Regular readers will know that I think the current inflationary phenomenon is transitory. They will also know that I see the continual claims by financial market economists that central banks have to increase interest rates now to avoid an accelerating inflationary episode as having little economic content and lots of self interest content. If rates go up, they win their bets and the more they can bully authorities to do their bidding the more certain their bets become profitable. I am glad that central banks around the world are resisting that game of bluff. In previous periods, they have not resisted and have handed the financial speculators (the top-end-of-town) massive and unjustified profits and forced millions of workers to endure joblessness. It is also interesting that the mainstream press is starting to work that out too. Some progress.
Today (December 1, 2021), the Australian Bureau of Statistics released the latest – Australian National Accounts: National Income, Expenditure and Product, September 2021 – which shows that the Australian economy contracted 1.9 per cent in the September-quarter. The annual growth rate of 3.9 per cent is relatively meaningless given the base was severely affected by the lockdowns last year. The decline in economic activity was driven by private demand, which contracted by 2.4 percentage points – mostly due to a decline in household final consumption expenditure. Public spending contributed 0.7 points to the GDP figure thus attenuating, to some extent, the fall in private demand. The increase in spending on health by both Federal and State governments was not large enough to avoid the contraction though. Real net national disposable income fell by 3.8 per cent, but rose by 7.8 per cent over the year. GDP per capita fell by 2 per cent in the September-quarter. There was a massive boost in the household saving ratio (from 11.8 per cent to 19.8 per cent) as a result of the tight lockdowns in Victoria and NSW during this period as a result of the renewed fiscal support. We will have to see how the rebound is next quarter now that the restrictions have been significantly eased. The most worrying thing about the data today is that the wage share in national income slumped further while the profit share in a smaller pie rose. Something needs to be done about that.

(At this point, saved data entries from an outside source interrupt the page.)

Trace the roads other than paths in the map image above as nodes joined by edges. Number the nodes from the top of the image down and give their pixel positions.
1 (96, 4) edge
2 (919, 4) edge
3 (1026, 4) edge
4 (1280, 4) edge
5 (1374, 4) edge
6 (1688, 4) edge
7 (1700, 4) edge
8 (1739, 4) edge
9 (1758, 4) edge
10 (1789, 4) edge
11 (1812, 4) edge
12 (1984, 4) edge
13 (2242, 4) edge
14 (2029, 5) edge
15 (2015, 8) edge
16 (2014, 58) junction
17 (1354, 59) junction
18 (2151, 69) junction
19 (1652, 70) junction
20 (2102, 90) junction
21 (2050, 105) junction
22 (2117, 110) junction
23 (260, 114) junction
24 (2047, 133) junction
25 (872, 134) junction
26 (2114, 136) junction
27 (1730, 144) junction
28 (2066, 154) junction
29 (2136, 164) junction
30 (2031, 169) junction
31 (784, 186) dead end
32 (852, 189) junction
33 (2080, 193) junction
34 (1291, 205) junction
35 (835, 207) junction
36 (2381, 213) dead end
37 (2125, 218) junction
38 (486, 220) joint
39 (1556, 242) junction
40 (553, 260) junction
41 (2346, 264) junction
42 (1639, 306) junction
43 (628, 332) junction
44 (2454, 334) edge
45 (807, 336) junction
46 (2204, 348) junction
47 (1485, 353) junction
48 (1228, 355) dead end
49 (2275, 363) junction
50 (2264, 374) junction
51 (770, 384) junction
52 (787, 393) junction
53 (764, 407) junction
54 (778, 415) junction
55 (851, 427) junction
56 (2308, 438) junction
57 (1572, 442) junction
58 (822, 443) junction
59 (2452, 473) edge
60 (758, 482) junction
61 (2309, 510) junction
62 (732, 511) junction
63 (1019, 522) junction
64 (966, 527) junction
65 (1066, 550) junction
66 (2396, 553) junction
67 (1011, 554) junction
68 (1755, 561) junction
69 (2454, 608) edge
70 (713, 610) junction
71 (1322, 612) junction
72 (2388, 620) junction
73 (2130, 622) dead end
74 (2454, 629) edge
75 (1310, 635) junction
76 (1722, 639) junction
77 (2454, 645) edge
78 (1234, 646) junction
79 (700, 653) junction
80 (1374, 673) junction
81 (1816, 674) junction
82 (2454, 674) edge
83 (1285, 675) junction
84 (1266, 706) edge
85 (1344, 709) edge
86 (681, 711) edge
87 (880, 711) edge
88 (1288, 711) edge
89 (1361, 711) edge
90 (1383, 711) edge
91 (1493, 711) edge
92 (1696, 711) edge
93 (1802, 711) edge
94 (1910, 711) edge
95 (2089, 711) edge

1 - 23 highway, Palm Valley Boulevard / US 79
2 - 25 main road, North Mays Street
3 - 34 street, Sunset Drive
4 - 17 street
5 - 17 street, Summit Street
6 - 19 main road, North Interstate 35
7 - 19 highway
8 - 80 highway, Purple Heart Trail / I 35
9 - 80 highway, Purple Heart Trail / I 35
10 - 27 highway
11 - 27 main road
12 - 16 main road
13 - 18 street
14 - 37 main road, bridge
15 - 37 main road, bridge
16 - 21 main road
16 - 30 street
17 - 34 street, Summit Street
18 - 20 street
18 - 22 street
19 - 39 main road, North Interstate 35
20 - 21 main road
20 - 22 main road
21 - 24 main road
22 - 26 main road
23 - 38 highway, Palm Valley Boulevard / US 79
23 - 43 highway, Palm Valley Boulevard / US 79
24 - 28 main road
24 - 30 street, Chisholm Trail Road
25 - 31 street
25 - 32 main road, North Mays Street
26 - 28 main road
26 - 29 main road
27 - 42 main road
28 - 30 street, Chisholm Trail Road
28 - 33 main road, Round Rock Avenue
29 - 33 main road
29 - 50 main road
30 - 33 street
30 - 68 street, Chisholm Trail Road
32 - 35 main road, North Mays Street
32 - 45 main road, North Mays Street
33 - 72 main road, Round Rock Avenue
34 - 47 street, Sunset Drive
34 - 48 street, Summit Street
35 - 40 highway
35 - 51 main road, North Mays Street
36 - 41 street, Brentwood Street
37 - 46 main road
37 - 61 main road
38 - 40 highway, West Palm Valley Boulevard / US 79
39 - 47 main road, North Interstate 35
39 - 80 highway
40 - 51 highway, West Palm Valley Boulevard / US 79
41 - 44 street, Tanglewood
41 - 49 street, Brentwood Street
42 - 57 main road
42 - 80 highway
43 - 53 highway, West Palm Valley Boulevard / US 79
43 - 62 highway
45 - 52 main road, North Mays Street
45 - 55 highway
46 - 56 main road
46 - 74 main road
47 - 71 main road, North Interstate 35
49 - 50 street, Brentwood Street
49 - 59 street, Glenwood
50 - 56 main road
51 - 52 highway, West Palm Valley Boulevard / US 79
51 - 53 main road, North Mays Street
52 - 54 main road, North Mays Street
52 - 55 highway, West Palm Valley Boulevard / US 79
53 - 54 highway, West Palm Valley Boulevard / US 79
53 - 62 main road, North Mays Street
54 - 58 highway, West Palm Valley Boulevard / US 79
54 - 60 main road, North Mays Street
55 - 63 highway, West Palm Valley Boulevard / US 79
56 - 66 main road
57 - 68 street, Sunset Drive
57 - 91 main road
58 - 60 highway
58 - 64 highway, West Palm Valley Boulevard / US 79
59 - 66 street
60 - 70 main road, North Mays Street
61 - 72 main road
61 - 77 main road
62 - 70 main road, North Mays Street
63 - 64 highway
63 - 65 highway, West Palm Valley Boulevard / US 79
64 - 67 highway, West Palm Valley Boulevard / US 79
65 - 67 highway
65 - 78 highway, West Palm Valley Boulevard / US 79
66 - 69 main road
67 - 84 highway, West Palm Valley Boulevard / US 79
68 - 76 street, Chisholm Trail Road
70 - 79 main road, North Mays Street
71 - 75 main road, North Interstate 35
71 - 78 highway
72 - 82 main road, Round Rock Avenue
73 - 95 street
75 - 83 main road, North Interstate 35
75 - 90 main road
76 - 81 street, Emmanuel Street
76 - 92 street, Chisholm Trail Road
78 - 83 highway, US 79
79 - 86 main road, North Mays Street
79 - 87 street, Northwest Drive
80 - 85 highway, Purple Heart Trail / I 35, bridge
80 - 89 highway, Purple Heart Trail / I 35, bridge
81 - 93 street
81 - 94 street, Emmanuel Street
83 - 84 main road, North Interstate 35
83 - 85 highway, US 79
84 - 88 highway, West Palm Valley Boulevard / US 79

Yesterday (November 29, 2021), the Australian Bureau of Statistics released the latest – Business Indicators – for the September-quarter 2021. This dataset provides quarterly estimates of private sector sales, wages, profits and inventories. It provides a means of viewing exactly what has gone wrong with the Australian economy over the last two decades as successive governments have failed to prioritise general well-being, and, have instead, acted as agents of capital. There is a massive imbalance in the capacity of workers and profit-recipients to access national income that is produced by the workers. Profits have been booming while wages growth has been low for a long time now. And if you thought the booming profits would be siphoned into productive investment to lift productivity and create the non-inflationary space for real wage increases, then you would be wrong. The massive lift in profits has gone into unjustifiable increases in executive pay, property booms and financial market speculation. None of the things that help lift national prosperity and well-being.